- _About this task_: If a line in the entries below includes "nodes", pick it out and copy it.

- _Given records_:
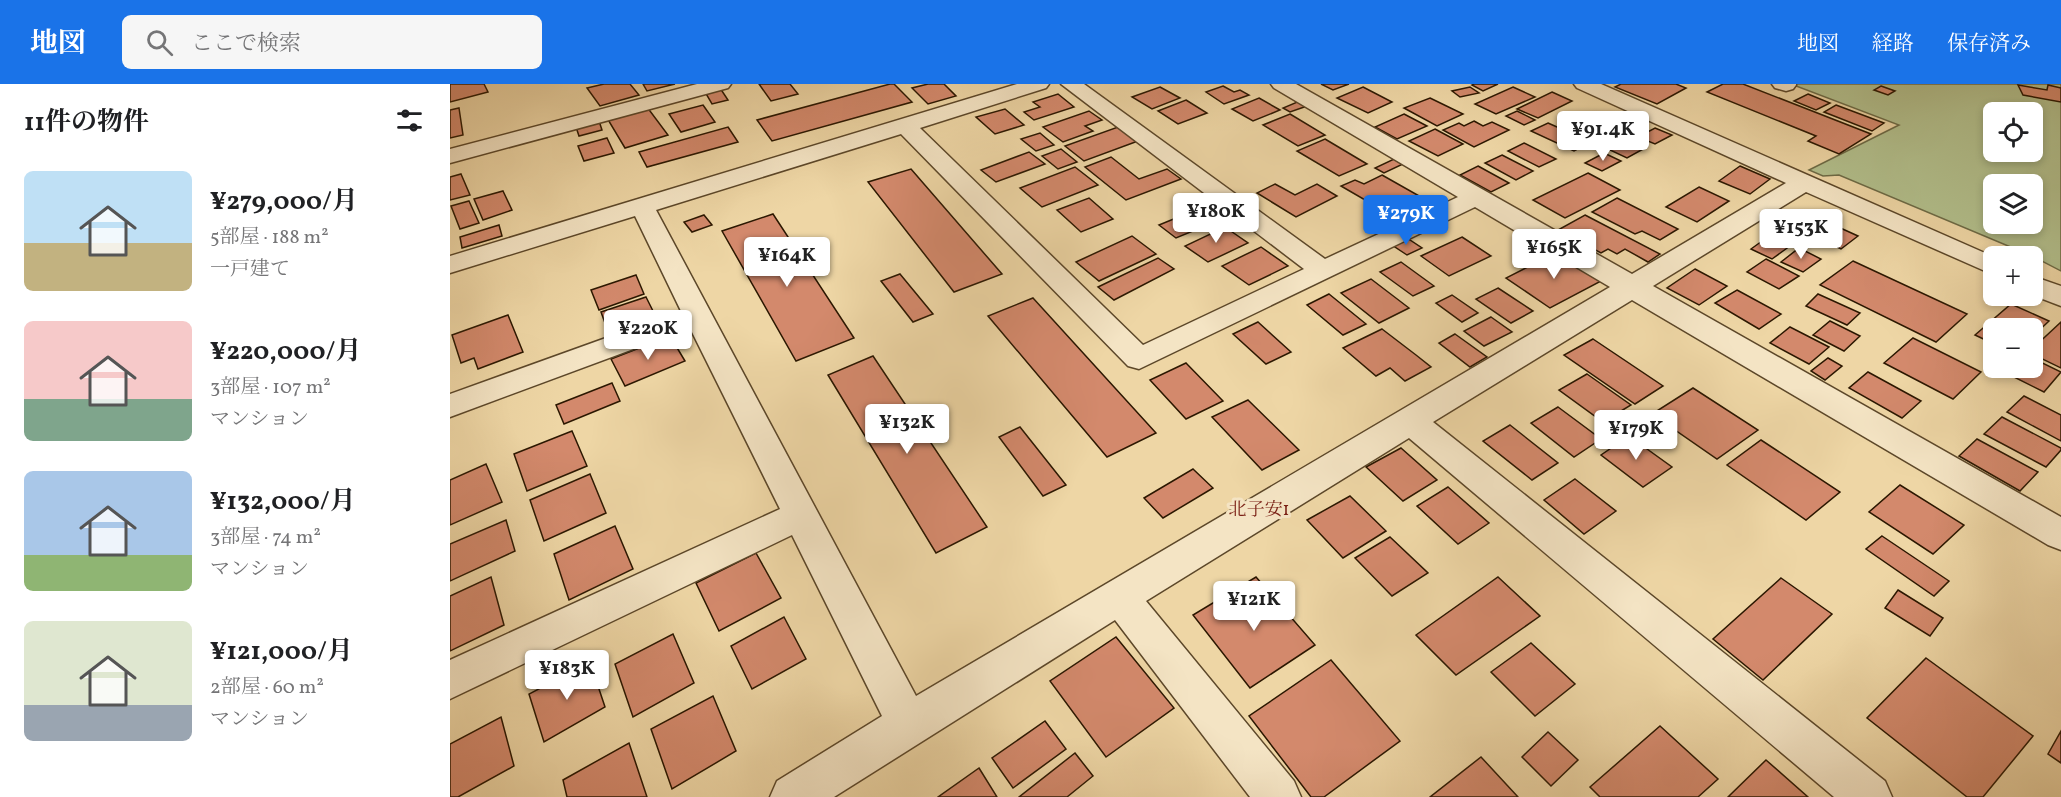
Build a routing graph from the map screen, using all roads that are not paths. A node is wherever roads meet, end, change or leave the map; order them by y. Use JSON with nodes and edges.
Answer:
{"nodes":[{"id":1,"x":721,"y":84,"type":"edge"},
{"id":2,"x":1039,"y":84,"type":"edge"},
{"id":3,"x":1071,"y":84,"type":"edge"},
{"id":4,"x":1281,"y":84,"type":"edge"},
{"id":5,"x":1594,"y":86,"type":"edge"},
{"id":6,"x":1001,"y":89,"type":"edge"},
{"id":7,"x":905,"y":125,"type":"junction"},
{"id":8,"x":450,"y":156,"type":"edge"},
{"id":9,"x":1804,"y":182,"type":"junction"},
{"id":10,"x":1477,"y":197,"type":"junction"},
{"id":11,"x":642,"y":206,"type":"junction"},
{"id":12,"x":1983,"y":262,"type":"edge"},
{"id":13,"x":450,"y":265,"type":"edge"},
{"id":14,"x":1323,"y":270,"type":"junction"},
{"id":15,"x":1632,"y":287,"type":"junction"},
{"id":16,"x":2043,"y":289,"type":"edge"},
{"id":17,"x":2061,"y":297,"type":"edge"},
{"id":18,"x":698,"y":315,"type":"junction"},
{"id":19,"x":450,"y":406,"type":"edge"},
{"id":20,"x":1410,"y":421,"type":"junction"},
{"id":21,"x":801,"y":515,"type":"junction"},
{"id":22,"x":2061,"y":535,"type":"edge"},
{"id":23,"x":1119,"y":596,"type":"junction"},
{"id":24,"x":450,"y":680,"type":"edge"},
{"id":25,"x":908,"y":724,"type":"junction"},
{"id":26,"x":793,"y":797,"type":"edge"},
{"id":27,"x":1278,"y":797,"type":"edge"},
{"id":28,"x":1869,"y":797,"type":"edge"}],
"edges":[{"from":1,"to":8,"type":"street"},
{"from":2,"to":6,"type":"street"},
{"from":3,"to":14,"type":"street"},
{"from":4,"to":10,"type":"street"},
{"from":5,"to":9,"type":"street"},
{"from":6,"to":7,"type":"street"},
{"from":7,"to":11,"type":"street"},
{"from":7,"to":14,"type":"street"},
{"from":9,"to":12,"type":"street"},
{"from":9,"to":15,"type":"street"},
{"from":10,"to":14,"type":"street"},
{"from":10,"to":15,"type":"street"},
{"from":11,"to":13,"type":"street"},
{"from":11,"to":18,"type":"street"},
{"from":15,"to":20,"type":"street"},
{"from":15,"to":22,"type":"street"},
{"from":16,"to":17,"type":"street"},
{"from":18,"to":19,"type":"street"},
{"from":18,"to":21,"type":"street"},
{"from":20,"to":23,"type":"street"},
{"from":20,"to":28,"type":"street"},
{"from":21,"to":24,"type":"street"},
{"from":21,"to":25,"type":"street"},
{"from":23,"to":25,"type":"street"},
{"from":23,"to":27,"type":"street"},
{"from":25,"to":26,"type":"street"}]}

- _Solution below_:
Build a routing graph from the map screen, using all roads that are not paths. A node is wherever roads meet, end, change or leave the map; order them by y. Use JSON with nodes and edges.
{"nodes":[{"id":1,"x":721,"y":84,"type":"edge"},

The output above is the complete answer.